Mary Roach cites this episode in her introduction to Fuzz: When Nature Breaks the Law, eliciting the first laugh of many in a book in which she turns her deft wit on the destruction and death that results from human-wildlife conflict. It is a fitting sequel to her previous ‘science-ofs’: Stiff (about cadavers), Spook (the afterlife), Bonk (sex), Gulp (eating) and Grunt (combat).

Beyond medieval proceedings against slugs, caterpillars and weevils, Roach addresses more modern resolutions to our rivalry with species that “regularly commit acts that put them at odds with humans”. Travelling from the alleyways of Aspen, Colorado, where epicurean bears forage among restaurant dustbins, to “leopard-terrorised hamlets” in the Himalayas, she investigates how wild creatures from cougars to crows menace humans, their crops and their property.

Fundamentally, she asks: when we encroach on the habitat of wild creatures, is it any surprise that they advance on ours? Perhaps nowhere is this collision clearer than in the Indian region of North Bengal, where, each year, dozens of people die after elephant attacks. Elephants there forage at night and sleep by day in patches of teak and red sandalwood trees, the remnants of forests that once stretched from the state of Assam to the eastern border of Nepal.

This elephant corridor was fractured by imperialist-era tea estates and more recently by military bases. As the population of elephants in the remaining pockets spikes, the animals are wandering into villages, eating crops and grain stores.

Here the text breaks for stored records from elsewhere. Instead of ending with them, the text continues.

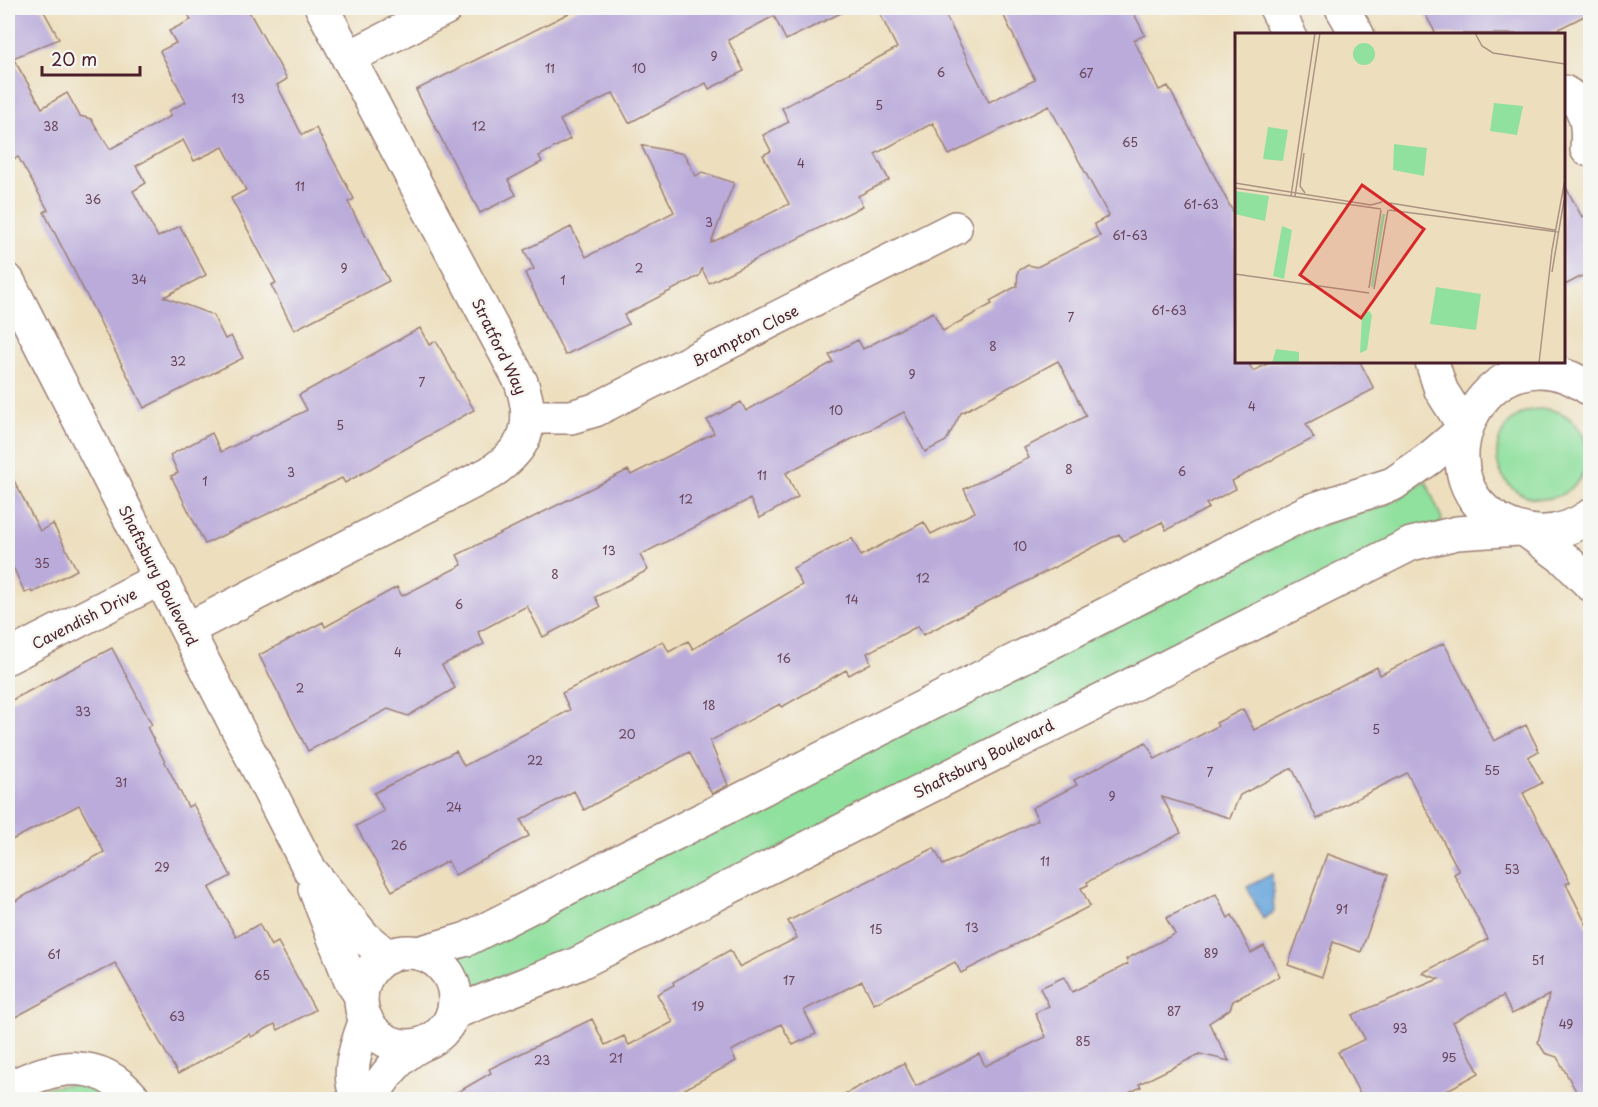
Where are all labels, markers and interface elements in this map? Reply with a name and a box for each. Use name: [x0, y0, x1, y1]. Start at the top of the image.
inset map: [1235, 33, 1565, 363]
scale bar: [42, 39, 140, 77]
text: 20 m: [51, 45, 97, 72]
house number: 9: [710, 47, 718, 65]
house number: 11: [545, 59, 555, 77]
house number: 10: [632, 59, 646, 77]
house number: 6: [937, 63, 945, 81]
house number: 67: [1079, 64, 1094, 82]
house number: 13: [231, 89, 245, 107]
house number: 5: [875, 96, 883, 114]
house number: 38: [43, 117, 59, 135]
house number: 12: [472, 117, 486, 135]
house number: 65: [1122, 133, 1138, 151]
house number: 4: [797, 154, 805, 172]
house number: 11: [295, 177, 305, 195]
house number: 36: [85, 190, 101, 208]
house number: 61-63: [1183, 195, 1219, 213]
house number: 3: [705, 213, 713, 231]
house number: 61-63: [1112, 226, 1148, 244]
house number: 9: [340, 259, 348, 277]
house number: 2: [635, 259, 643, 277]
house number: 34: [131, 270, 147, 288]
house number: 1: [560, 271, 566, 289]
street label: Stratford Way: [467, 294, 533, 398]
street label: Brampton Close: [688, 298, 802, 372]
house number: 61-63: [1151, 301, 1187, 319]
house number: 7: [1068, 308, 1075, 326]
house number: 8: [989, 337, 997, 355]
house number: 32: [170, 352, 186, 370]
house number: 9: [908, 365, 916, 383]
house number: 7: [419, 373, 426, 391]
house number: 4: [1248, 397, 1256, 415]
house number: 10: [829, 401, 843, 419]
house number: 5: [336, 416, 344, 434]
house number: 8: [1065, 460, 1073, 478]
house number: 6: [1178, 462, 1186, 480]
house number: 3: [287, 463, 295, 481]
house number: 11: [757, 466, 767, 484]
house number: 1: [202, 472, 208, 490]
house number: 12: [679, 490, 693, 508]
street label: Shaftsbury Boulevard: [114, 501, 204, 649]
house number: 10: [1013, 537, 1027, 555]
house number: 13: [602, 541, 616, 559]
house number: 35: [34, 554, 50, 572]
house number: 8: [551, 565, 559, 583]
house number: 12: [916, 569, 930, 587]
street label: Cavendish Drive: [27, 582, 141, 654]
house number: 14: [845, 590, 859, 608]
house number: 6: [455, 595, 463, 613]
house number: 4: [394, 643, 402, 661]
house number: 16: [777, 649, 791, 667]
house number: 2: [296, 679, 304, 697]
house number: 18: [703, 696, 715, 714]
house number: 33: [75, 702, 91, 720]
street label: Shaftsbury Boulevard: [909, 713, 1057, 803]
house number: 5: [1372, 720, 1380, 738]
house number: 20: [618, 725, 636, 743]
house number: 22: [527, 751, 543, 769]
house number: 55: [1484, 761, 1500, 779]
house number: 7: [1207, 763, 1214, 781]
house number: 31: [115, 773, 127, 791]
house number: 9: [1108, 787, 1116, 805]
house number: 24: [446, 798, 462, 816]
house number: 26: [391, 836, 407, 854]
house number: 11: [1040, 852, 1050, 870]
house number: 29: [154, 858, 170, 876]
house number: 53: [1504, 860, 1520, 878]
house number: 91: [1336, 900, 1348, 918]
house number: 13: [965, 918, 979, 936]
house number: 15: [869, 920, 883, 938]
house number: 89: [1204, 944, 1218, 962]
house number: 61: [47, 945, 61, 963]
house number: 51: [1532, 951, 1544, 969]
house number: 65: [254, 966, 270, 984]
house number: 17: [783, 971, 795, 989]
house number: 19: [692, 997, 704, 1015]
house number: 87: [1167, 1002, 1181, 1020]
house number: 63: [169, 1007, 185, 1025]
house number: 49: [1559, 1015, 1573, 1033]
house number: 93: [1393, 1019, 1407, 1037]
house number: 85: [1076, 1032, 1090, 1050]
house number: 95: [1442, 1048, 1456, 1066]
house number: 21: [609, 1049, 623, 1067]
house number: 23: [534, 1051, 550, 1069]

A bull elephant in must – the periodic hormonal tumult signified by frequent erections and ogling eyeballs – is highly aggressive and can crush people. Roach accompanies researchers from the Wildlife Institute of India in Dehradun to visit “awareness camps”, where they teach villagers to stay calm and call the local Elephant Squad so that rangers can herd roving elephants back into the forest.

Even better, conservationist Dipanjan Naha tells her, would be to install seismic sensors to warn of approaching elephant footfalls. But, as one officer notes: “We are disturbing them.”

In India, where in Hindu tradition elephants are the incarnation of the god Ganesha, it is customary to offer compensation to the families of those killed by elephants, and by leopards.

In the United States, by contrast, the focus is not on compensation but on euthanising the few bears who attack and kill humans. With bears, too, habitat fragmentation as well as climate change appear to play a major part in the conflict with humans.

Major highways on the US-Canada border might restrict the movement of black bears. In California, drought is pushing bears into urban areas and, during a record-breaking heatwave earlier this year, into the waters of Lake Tahoe.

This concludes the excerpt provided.